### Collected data

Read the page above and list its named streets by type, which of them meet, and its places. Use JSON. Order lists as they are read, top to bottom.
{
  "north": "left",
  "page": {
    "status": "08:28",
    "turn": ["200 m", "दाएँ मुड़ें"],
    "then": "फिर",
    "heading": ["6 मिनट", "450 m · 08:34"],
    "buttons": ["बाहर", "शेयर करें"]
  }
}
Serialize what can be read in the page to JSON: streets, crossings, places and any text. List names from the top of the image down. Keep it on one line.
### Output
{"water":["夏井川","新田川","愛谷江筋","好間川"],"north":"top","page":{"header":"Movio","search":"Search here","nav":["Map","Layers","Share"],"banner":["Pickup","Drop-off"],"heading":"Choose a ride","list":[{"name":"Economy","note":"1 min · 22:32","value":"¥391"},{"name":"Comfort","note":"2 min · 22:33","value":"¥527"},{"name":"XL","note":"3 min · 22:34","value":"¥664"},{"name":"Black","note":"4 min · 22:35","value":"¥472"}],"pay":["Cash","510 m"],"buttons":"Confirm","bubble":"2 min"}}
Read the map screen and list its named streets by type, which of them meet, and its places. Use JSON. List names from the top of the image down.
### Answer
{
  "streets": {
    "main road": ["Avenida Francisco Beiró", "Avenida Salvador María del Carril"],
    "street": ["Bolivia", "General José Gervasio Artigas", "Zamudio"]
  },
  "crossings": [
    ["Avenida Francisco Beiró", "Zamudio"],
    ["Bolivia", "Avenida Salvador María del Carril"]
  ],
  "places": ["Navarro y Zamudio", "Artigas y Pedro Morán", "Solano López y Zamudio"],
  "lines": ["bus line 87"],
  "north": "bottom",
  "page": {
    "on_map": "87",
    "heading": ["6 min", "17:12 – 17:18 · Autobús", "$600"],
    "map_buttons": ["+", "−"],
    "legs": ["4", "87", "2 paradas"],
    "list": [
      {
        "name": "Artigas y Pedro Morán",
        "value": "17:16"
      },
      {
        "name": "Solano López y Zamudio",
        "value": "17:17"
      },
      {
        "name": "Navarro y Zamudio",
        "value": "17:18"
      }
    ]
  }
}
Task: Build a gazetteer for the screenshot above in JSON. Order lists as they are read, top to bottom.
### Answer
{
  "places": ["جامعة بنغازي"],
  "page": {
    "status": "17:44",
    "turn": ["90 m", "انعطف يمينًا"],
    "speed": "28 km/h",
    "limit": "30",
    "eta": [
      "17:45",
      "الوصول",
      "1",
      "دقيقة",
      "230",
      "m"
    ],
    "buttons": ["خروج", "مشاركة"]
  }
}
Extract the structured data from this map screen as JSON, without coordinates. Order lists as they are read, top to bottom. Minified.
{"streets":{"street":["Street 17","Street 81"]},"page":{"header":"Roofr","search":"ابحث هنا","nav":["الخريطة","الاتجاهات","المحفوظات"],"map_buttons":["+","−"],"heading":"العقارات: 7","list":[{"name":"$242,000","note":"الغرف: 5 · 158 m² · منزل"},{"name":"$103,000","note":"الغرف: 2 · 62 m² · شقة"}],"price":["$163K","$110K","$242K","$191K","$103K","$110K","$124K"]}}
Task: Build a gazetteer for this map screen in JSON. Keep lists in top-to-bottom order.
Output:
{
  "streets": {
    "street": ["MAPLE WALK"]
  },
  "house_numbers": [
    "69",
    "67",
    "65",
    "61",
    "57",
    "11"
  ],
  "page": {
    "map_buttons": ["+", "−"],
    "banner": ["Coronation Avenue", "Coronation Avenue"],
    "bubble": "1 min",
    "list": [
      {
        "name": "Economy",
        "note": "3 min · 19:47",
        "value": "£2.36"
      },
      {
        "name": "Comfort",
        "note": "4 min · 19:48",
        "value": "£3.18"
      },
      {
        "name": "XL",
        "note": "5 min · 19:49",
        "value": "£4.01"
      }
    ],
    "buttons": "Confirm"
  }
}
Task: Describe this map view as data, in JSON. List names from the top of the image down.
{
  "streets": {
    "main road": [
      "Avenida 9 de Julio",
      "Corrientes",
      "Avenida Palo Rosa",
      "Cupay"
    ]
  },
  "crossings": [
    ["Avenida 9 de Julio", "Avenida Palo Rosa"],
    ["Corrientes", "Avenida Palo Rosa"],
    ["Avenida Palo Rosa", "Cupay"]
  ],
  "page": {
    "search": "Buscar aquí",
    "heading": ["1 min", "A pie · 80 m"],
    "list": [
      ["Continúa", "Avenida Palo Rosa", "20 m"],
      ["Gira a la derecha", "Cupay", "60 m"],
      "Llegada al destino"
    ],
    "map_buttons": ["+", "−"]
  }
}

### TASK INSTRUCTIONS
Retype the data in full and match it exactly.

### RESULT
Read the page above and list its named streets by type, which of them meet, and its places. Use JSON. Order lists as they are read, top to bottom.
{
  "north": "left",
  "page": {
    "status": "08:28",
    "turn": ["200 m", "दाएँ मुड़ें"],
    "then": "फिर",
    "heading": ["6 मिनट", "450 m · 08:34"],
    "buttons": ["बाहर", "शेयर करें"]
  }
}
Serialize what can be read in the page to JSON: streets, crossings, places and any text. List names from the top of the image down. Keep it on one line.
### Output
{"water":["夏井川","新田川","愛谷江筋","好間川"],"north":"top","page":{"header":"Movio","search":"Search here","nav":["Map","Layers","Share"],"banner":["Pickup","Drop-off"],"heading":"Choose a ride","list":[{"name":"Economy","note":"1 min · 22:32","value":"¥391"},{"name":"Comfort","note":"2 min · 22:33","value":"¥527"},{"name":"XL","note":"3 min · 22:34","value":"¥664"},{"name":"Black","note":"4 min · 22:35","value":"¥472"}],"pay":["Cash","510 m"],"buttons":"Confirm","bubble":"2 min"}}
Read the map screen and list its named streets by type, which of them meet, and its places. Use JSON. List names from the top of the image down.
### Answer
{
  "streets": {
    "main road": ["Avenida Francisco Beiró", "Avenida Salvador María del Carril"],
    "street": ["Bolivia", "General José Gervasio Artigas", "Zamudio"]
  },
  "crossings": [
    ["Avenida Francisco Beiró", "Zamudio"],
    ["Bolivia", "Avenida Salvador María del Carril"]
  ],
  "places": ["Navarro y Zamudio", "Artigas y Pedro Morán", "Solano López y Zamudio"],
  "lines": ["bus line 87"],
  "north": "bottom",
  "page": {
    "on_map": "87",
    "heading": ["6 min", "17:12 – 17:18 · Autobús", "$600"],
    "map_buttons": ["+", "−"],
    "legs": ["4", "87", "2 paradas"],
    "list": [
      {
        "name": "Artigas y Pedro Morán",
        "value": "17:16"
      },
      {
        "name": "Solano López y Zamudio",
        "value": "17:17"
      },
      {
        "name": "Navarro y Zamudio",
        "value": "17:18"
      }
    ]
  }
}
Task: Build a gazetteer for the screenshot above in JSON. Order lists as they are read, top to bottom.
### Answer
{
  "places": ["جامعة بنغازي"],
  "page": {
    "status": "17:44",
    "turn": ["90 m", "انعطف يمينًا"],
    "speed": "28 km/h",
    "limit": "30",
    "eta": [
      "17:45",
      "الوصول",
      "1",
      "دقيقة",
      "230",
      "m"
    ],
    "buttons": ["خروج", "مشاركة"]
  }
}
Extract the structured data from this map screen as JSON, without coordinates. Order lists as they are read, top to bottom. Minified.
{"streets":{"street":["Street 17","Street 81"]},"page":{"header":"Roofr","search":"ابحث هنا","nav":["الخريطة","الاتجاهات","المحفوظات"],"map_buttons":["+","−"],"heading":"العقارات: 7","list":[{"name":"$242,000","note":"الغرف: 5 · 158 m² · منزل"},{"name":"$103,000","note":"الغرف: 2 · 62 m² · شقة"}],"price":["$163K","$110K","$242K","$191K","$103K","$110K","$124K"]}}
Task: Build a gazetteer for this map screen in JSON. Keep lists in top-to-bottom order.
Output:
{
  "streets": {
    "street": ["MAPLE WALK"]
  },
  "house_numbers": [
    "69",
    "67",
    "65",
    "61",
    "57",
    "11"
  ],
  "page": {
    "map_buttons": ["+", "−"],
    "banner": ["Coronation Avenue", "Coronation Avenue"],
    "bubble": "1 min",
    "list": [
      {
        "name": "Economy",
        "note": "3 min · 19:47",
        "value": "£2.36"
      },
      {
        "name": "Comfort",
        "note": "4 min · 19:48",
        "value": "£3.18"
      },
      {
        "name": "XL",
        "note": "5 min · 19:49",
        "value": "£4.01"
      }
    ],
    "buttons": "Confirm"
  }
}
Task: Describe this map view as data, in JSON. List names from the top of the image down.
{
  "streets": {
    "main road": [
      "Avenida 9 de Julio",
      "Corrientes",
      "Avenida Palo Rosa",
      "Cupay"
    ]
  },
  "crossings": [
    ["Avenida 9 de Julio", "Avenida Palo Rosa"],
    ["Corrientes", "Avenida Palo Rosa"],
    ["Avenida Palo Rosa", "Cupay"]
  ],
  "page": {
    "search": "Buscar aquí",
    "heading": ["1 min", "A pie · 80 m"],
    "list": [
      ["Continúa", "Avenida Palo Rosa", "20 m"],
      ["Gira a la derecha", "Cupay", "60 m"],
      "Llegada al destino"
    ],
    "map_buttons": ["+", "−"]
  }
}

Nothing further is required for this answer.